── Record excerpts

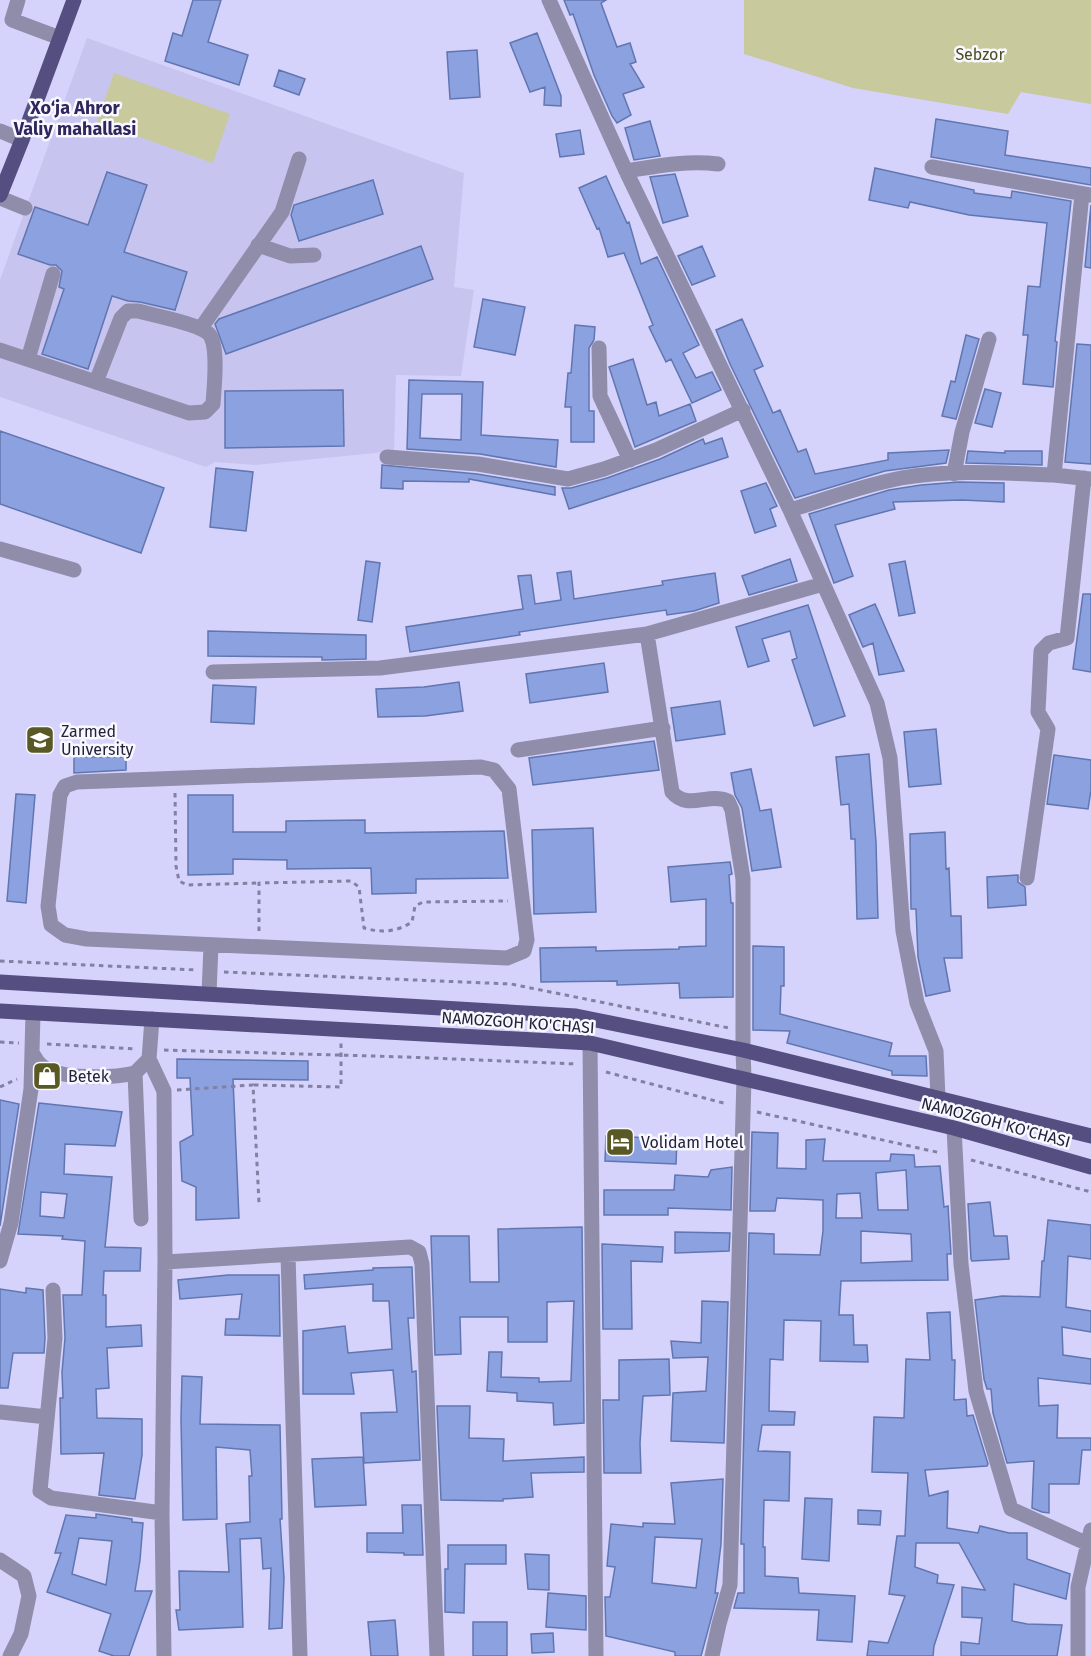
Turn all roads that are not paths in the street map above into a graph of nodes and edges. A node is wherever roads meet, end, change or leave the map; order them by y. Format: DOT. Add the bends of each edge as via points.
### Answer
graph roads {
  1 [pos="18,0"];
  2 [pos="74,0"];
  3 [pos="549,0"];
  4 [pos="6,23"];
  5 [pos="60,38"];
  6 [pos="0,131"];
  7 [pos="22,140"];
  8 [pos="299,159"];
  9 [pos="718,164"];
  10 [pos="932,167"];
  11 [pos="626,171"];
  12 [pos="1087,195"];
  13 [pos="0,197"];
  14 [pos="25,208"];
  15 [pos="258,245"];
  16 [pos="314,255"];
  17 [pos="53,274"];
  18 [pos="201,328"];
  19 [pos="989,339"];
  20 [pos="599,348"];
  21 [pos="0,350"];
  22 [pos="28,359"];
  23 [pos="96,382"];
  24 [pos="743,410"];
  25 [pos="387,457"];
  26 [pos="630,460"];
  27 [pos="954,474"];
  28 [pos="1054,475"];
  29 [pos="1087,478"];
  30 [pos="790,510"];
  31 [pos="0,549"];
  32 [pos="74,570"];
  33 [pos="823,584"];
  34 [pos="647,634"];
  35 [pos="213,672"];
  36 [pos="663,728"];
  37 [pos="518,750"];
  38 [pos="1027,878"];
  39 [pos="211,946"];
  40 [pos="0,982"];
  41 [pos="209,993"];
  42 [pos="0,1011"];
  43 [pos="33,1013"];
  44 [pos="152,1019"];
  45 [pos="590,1043"];
  46 [pos="32,1048"];
  47 [pos="742,1050"];
  48 [pos="149,1054"];
  49 [pos="135,1073"];
  50 [pos="744,1078"];
  51 [pos="938,1098"];
  52 [pos="954,1128"];
  53 [pos="1091,1136"];
  54 [pos="1091,1167"];
  55 [pos="141,1219"];
  56 [pos="288,1255"];
  57 [pos="0,1261"];
  58 [pos="165,1262"];
  59 [pos="53,1290"];
  60 [pos="0,1412"];
  61 [pos="47,1417"];
  62 [pos="162,1513"];
  63 [pos="1089,1537"];
  64 [pos="0,1560"];
  65 [pos="1084,1586"];
  66 [pos="10,1656"];
  67 [pos="164,1656"];
  68 [pos="300,1656"];
  69 [pos="437,1656"];
  70 [pos="596,1656"];
  71 [pos="712,1656"];
  72 [pos="1078,1656"];
  1 -- 4 [label="street"];
  2 -- 5 [label="main road"];
  3 -- 11 [label="street"];
  4 -- 5 [label="street"];
  5 -- 7 [label="main road"];
  6 -- 7 [label="street"];
  7 -- 13 [label="main road"];
  8 -- 15 [label="street" via="282,212"];
  9 -- 11 [label="street" via="666,164"];
  10 -- 12 [label="street"];
  11 -- 24 [label="street"];
  12 -- 28 [label="street"];
  13 -- 14 [label="street"];
  15 -- 16 [label="street" via="290,256"];
  15 -- 18 [label="street"];
  17 -- 22 [label="street"];
  18 -- 23 [label="street" via="128,311 121,318"];
  18 -- 23 [label="street" via="210,335 214,346 213,404 204,412 189,413"];
  19 -- 27 [label="street"];
  20 -- 26 [label="street" via="600,396"];
  21 -- 22 [label="street"];
  22 -- 23 [label="street"];
  24 -- 26 [label="street"];
  24 -- 30 [label="street"];
  25 -- 26 [label="street" via="478,464 568,479"];
  27 -- 28 [label="street"];
  27 -- 30 [label="street" via="902,478"];
  28 -- 29 [label="street"];
  29 -- 38 [label="street" via="1067,638 1049,643 1041,651 1038,712 1048,729"];
  30 -- 33 [label="street"];
  31 -- 32 [label="street"];
  33 -- 34 [label="street"];
  33 -- 51 [label="street" via="877,703 887,747 903,931 917,1003 936,1051"];
  34 -- 35 [label="street" via="380,668"];
  34 -- 36 [label="street"];
  36 -- 37 [label="street"];
  36 -- 47 [label="street" via="672,792 678,799 688,801 721,798 728,801 732,810 743,879"];
  39 -- 39 [label="street" via="87,939 65,935 51,926 48,906 60,795 65,786 77,782 481,766 494,770 509,789 527,940 524,951 507,958"];
  39 -- 41 [label="street"];
  40 -- 41 [label="main road, NAMOZGOH KO'CHASI"];
  41 -- 47 [label="main road, NAMOZGOH KO'CHASI" via="576,1016"];
  42 -- 43 [label="main road, NAMOZGOH KO'CHASI"];
  43 -- 44 [label="main road, NAMOZGOH KO'CHASI"];
  43 -- 46 [label="street"];
  44 -- 45 [label="main road, NAMOZGOH KO'CHASI"];
  44 -- 48 [label="street"];
  45 -- 50 [label="main road, NAMOZGOH KO'CHASI"];
  45 -- 70 [label="street"];
  46 -- 49 [label="street" via="41,1065 58,1073"];
  46 -- 57 [label="street" via="31,1089 17,1187"];
  47 -- 50 [label="street"];
  47 -- 51 [label="main road, NAMOZGOH KO'CHASI"];
  48 -- 49 [label="street"];
  48 -- 58 [label="street" via="164,1091"];
  49 -- 55 [label="street"];
  50 -- 52 [label="main road, NAMOZGOH KO'CHASI"];
  50 -- 71 [label="street" via="730,1585"];
  51 -- 53 [label="main road, NAMOZGOH KO'CHASI"];
  52 -- 54 [label="main road, NAMOZGOH KO'CHASI"];
  52 -- 63 [label="street" via="961,1264 976,1391 1011,1509"];
  56 -- 58 [label="street"];
  56 -- 68 [label="street"];
  56 -- 69 [label="street" via="410,1247 419,1252"];
  58 -- 62 [label="street"];
  59 -- 61 [label="street" via="55,1338"];
  60 -- 61 [label="street"];
  61 -- 62 [label="street" via="40,1491 51,1498"];
  62 -- 67 [label="street"];
  63 -- 65 [label="street"];
  64 -- 66 [label="street" via="24,1576 29,1596 21,1634"];
  65 -- 72 [label="street"];
}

────

Problem to work on: Lines holding "NAMOZGOH" in the data above: copy each of them.

Response:
  40 -- 41 [label="main road, NAMOZGOH KO'CHASI"];
  41 -- 47 [label="main road, NAMOZGOH KO'CHASI" via="576,1016"];
  42 -- 43 [label="main road, NAMOZGOH KO'CHASI"];
  43 -- 44 [label="main road, NAMOZGOH KO'CHASI"];
  44 -- 45 [label="main road, NAMOZGOH KO'CHASI"];
  45 -- 50 [label="main road, NAMOZGOH KO'CHASI"];
  47 -- 51 [label="main road, NAMOZGOH KO'CHASI"];
  50 -- 52 [label="main road, NAMOZGOH KO'CHASI"];
  51 -- 53 [label="main road, NAMOZGOH KO'CHASI"];
  52 -- 54 [label="main road, NAMOZGOH KO'CHASI"];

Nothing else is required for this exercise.